Uni Yeti hanya dua hari saja bersamaku. Setelah itu dia akan kembali ke Padang. Uni Yeti harus cepat kembali ke Padang, karena dia harus mengurus keperluan sehari-hari suaminya.
Sedangkan aku, tentu saja tak perlu membawa banyak pakaian, karena bajuku juga ada di rumah orangtuaku.
Aku dan Uni Yeti langsung menuju ke ruang pintu ke luar bandara. Nampak keluarga para penumpang pesawat yang baru mendarat, berkerumun di luar pintu.
Seorang pria gemuk menyongsong aku dan Uni Yeti.
"Uni Yeti," sapa pria gemuk itu memeluk dan mencium pipi Uni Yeti.
"Oh...Wedi yang disuruh menjeput kami, ya?" tanya Uni Yeti.
"Iya, Uni." Bang Wedi, yang juga sepupuku, menjawab pelan. Kemudian Bang Wedi memeluk dan mencium pipiku. Kebiasaan dalam keluarga bapak, memang seperti itu, kalau bertemu saling mencium pipi.
"Sabar ya, Rin." Bang Wedi mencoba memberiku kekuatan.

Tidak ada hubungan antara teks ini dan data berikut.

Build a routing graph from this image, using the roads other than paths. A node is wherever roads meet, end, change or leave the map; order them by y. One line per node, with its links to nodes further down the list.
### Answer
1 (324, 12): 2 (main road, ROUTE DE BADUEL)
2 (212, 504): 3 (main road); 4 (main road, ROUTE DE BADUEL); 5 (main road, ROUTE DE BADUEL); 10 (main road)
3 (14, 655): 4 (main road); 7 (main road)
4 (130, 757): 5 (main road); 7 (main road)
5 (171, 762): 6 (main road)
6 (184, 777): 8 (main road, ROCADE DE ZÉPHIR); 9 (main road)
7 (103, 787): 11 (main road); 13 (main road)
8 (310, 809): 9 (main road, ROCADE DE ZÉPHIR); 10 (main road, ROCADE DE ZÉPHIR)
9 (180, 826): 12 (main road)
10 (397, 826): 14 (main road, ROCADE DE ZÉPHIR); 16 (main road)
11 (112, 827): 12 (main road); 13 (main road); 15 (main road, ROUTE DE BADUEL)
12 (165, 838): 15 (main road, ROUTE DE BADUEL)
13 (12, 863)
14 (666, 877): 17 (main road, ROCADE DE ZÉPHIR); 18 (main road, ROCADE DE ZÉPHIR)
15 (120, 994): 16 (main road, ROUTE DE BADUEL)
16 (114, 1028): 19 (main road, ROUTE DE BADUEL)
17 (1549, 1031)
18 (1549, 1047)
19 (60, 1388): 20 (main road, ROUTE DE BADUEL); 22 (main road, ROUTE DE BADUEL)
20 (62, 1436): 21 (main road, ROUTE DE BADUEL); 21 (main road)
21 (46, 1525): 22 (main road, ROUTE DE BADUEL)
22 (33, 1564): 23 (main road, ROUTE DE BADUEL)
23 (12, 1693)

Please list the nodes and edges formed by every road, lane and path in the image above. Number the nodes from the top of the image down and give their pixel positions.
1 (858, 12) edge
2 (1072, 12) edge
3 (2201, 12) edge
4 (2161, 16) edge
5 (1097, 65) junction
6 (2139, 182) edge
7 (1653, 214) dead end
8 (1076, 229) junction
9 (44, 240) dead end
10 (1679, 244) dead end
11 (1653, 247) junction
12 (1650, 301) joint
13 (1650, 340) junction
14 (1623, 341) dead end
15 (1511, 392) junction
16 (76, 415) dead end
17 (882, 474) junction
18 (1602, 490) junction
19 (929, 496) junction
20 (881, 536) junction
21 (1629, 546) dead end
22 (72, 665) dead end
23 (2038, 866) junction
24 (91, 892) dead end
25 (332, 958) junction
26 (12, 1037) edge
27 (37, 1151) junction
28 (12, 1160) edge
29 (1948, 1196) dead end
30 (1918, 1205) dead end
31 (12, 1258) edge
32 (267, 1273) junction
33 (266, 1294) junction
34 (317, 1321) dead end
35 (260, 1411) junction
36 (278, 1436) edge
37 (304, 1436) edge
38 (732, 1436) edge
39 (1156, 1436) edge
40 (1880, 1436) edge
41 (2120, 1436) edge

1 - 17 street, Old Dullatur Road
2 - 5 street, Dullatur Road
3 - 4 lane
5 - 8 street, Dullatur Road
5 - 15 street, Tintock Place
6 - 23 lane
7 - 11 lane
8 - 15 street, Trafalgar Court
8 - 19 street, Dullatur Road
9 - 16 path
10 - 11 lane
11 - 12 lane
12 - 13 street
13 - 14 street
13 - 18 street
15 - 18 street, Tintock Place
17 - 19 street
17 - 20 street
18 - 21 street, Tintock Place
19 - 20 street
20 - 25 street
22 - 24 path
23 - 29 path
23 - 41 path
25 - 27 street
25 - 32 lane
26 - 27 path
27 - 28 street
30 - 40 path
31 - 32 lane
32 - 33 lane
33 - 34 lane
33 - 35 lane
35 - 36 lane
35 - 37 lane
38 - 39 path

"Iya, Bang." Suaraku terdengar bergetar, menahan sedih.
Bang Wedi menatapku sejenak. Kemudian dia mengajak kami ke mobilnya, yang diparkir tidak terlalu jauh dari tempat kami bertemu.
Uni Yeti duduk di depan bersama Bang Wedi. Sedangkan aku duduk di belakang. Mobil melaju meninggalkan bandara.
"Jam berapa nanti bapak  dikebumikan, Bang Wed?" tanyaku ingin tahu.
Kulihat Bang Wedi terkejut mendengar pertanyaanku.
"Tidak tahu, Rin. Abang tadi pagi-pagi sekali dari rumah langsung ke bandara. Jadi tidak sempat mampir ke rumah Ririn. Semalam Abang ditelpon Mama, supaya pagi ini menjeput Ririn dan Uni Yeti ke bandara," jawab Bang Wedi.
Aku terdiam. Yang dimaksud mama oleh Bang Wedi adalah ibunya, yang merupakan kakak ipar bapakku. Bapaknya Bang Wedi adalah abang kandung bapakku. Tapi bapaknya Bang Wedi sudah meninggal juga tiga tahun yang lalu.